- _ABOUT THIS TASK_:
Below are the entries. Transcribe exactly the lines from the one with "thumb ip: (278, 214)" through the one with "index tip: (301, 230)", ends included, and leave out all others.

- _PROVIDED INFORMATION_:

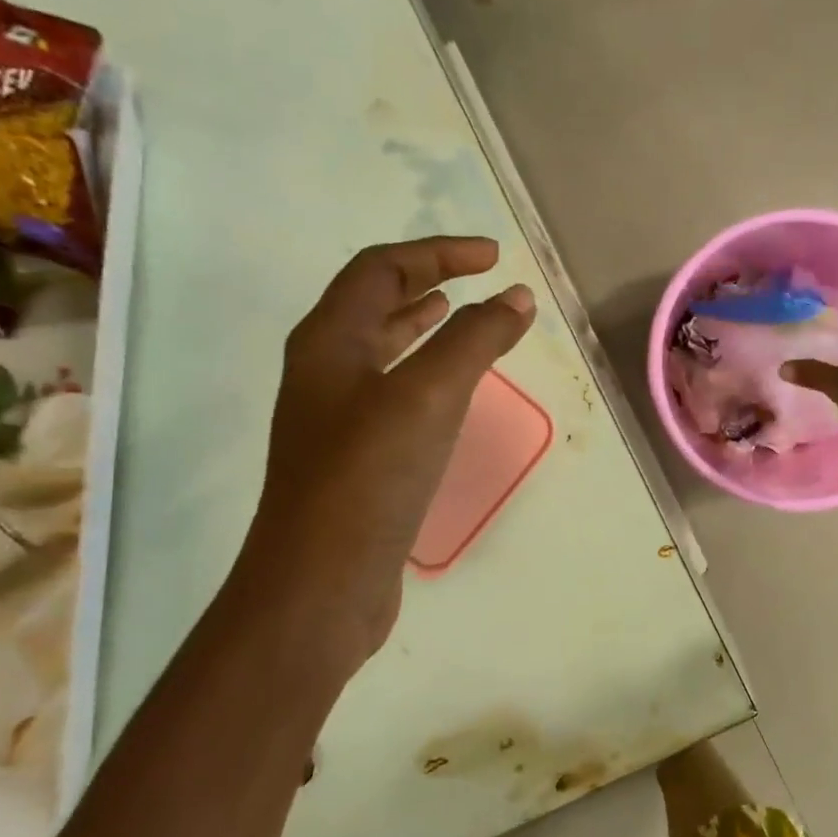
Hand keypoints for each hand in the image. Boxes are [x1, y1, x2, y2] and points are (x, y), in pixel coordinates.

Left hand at [232, 236, 535, 676]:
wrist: (321, 583)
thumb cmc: (369, 477)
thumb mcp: (429, 395)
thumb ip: (475, 340)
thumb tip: (516, 297)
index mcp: (330, 341)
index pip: (381, 269)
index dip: (438, 253)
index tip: (494, 257)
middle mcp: (324, 370)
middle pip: (373, 302)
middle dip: (427, 280)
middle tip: (479, 277)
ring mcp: (335, 417)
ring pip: (381, 349)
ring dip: (421, 324)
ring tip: (461, 316)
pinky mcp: (355, 457)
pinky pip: (393, 392)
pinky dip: (425, 373)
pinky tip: (450, 392)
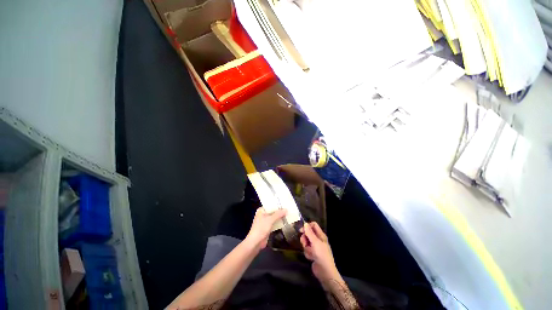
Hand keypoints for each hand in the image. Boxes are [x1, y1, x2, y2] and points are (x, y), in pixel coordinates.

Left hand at [245, 207, 286, 250]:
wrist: (256, 242)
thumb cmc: (261, 228)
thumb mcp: (270, 220)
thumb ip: (278, 214)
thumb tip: (286, 209)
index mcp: (261, 210)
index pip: (270, 205)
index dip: (277, 204)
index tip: (285, 203)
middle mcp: (263, 214)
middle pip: (273, 211)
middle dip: (280, 211)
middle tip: (288, 208)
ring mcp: (265, 221)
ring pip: (274, 217)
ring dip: (280, 216)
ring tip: (288, 213)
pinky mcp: (268, 227)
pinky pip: (274, 223)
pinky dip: (279, 222)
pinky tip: (285, 220)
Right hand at [300, 222, 341, 285]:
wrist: (325, 272)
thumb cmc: (322, 255)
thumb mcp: (315, 242)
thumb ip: (309, 233)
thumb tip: (305, 223)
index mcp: (320, 235)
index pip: (313, 225)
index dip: (307, 226)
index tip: (301, 230)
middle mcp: (318, 239)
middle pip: (308, 234)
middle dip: (305, 239)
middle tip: (305, 243)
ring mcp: (315, 247)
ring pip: (306, 242)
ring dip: (306, 247)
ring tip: (310, 253)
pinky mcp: (312, 253)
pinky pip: (306, 250)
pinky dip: (307, 253)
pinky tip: (311, 258)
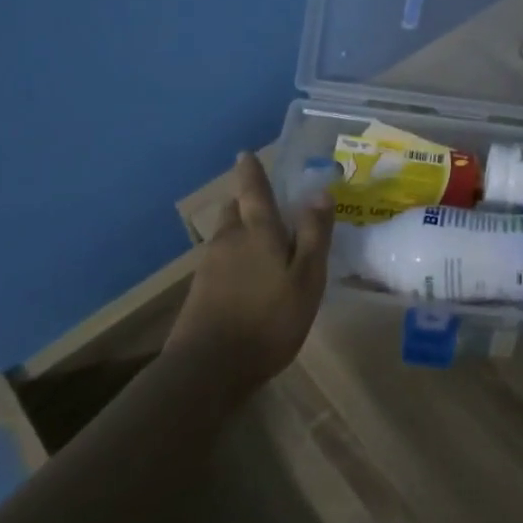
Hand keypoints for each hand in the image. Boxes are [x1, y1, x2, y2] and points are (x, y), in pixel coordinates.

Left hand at [170, 153, 334, 389]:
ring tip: (261, 238)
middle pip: (234, 210)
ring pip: (226, 234)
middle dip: (246, 201)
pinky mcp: (200, 291)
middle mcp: (229, 240)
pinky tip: (247, 274)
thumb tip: (321, 192)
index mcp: (257, 232)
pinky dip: (235, 255)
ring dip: (240, 229)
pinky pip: (221, 259)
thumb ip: (314, 235)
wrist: (208, 368)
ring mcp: (210, 266)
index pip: (253, 190)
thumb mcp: (306, 278)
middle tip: (264, 200)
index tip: (245, 154)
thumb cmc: (268, 320)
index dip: (251, 171)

- _RESULT OF THE EXERCISE_:
thumb ip: (278, 214)
thumb tip: (286, 209)
index mcp: (261, 210)
index pip: (270, 205)
index dip: (277, 204)
index tip: (285, 203)
middle mcp: (263, 214)
middle pip: (273, 211)
middle dip: (280, 211)
middle tip: (288, 208)
ring mcp: (265, 221)
ring pip: (274, 217)
ring dip: (280, 216)
ring tip: (288, 213)
pinky mcp: (268, 227)
pinky pip: (274, 223)
pinky dip: (279, 222)
pinky tip: (285, 220)
Right hand at [300, 222, 341, 285]:
wrist: (325, 272)
thumb cmc: (322, 255)
thumb mcp: (315, 242)
thumb ip: (309, 233)
thumb tip: (305, 223)
index mcp: (320, 235)
index pip: (313, 225)
index dip: (307, 226)
index tip: (301, 230)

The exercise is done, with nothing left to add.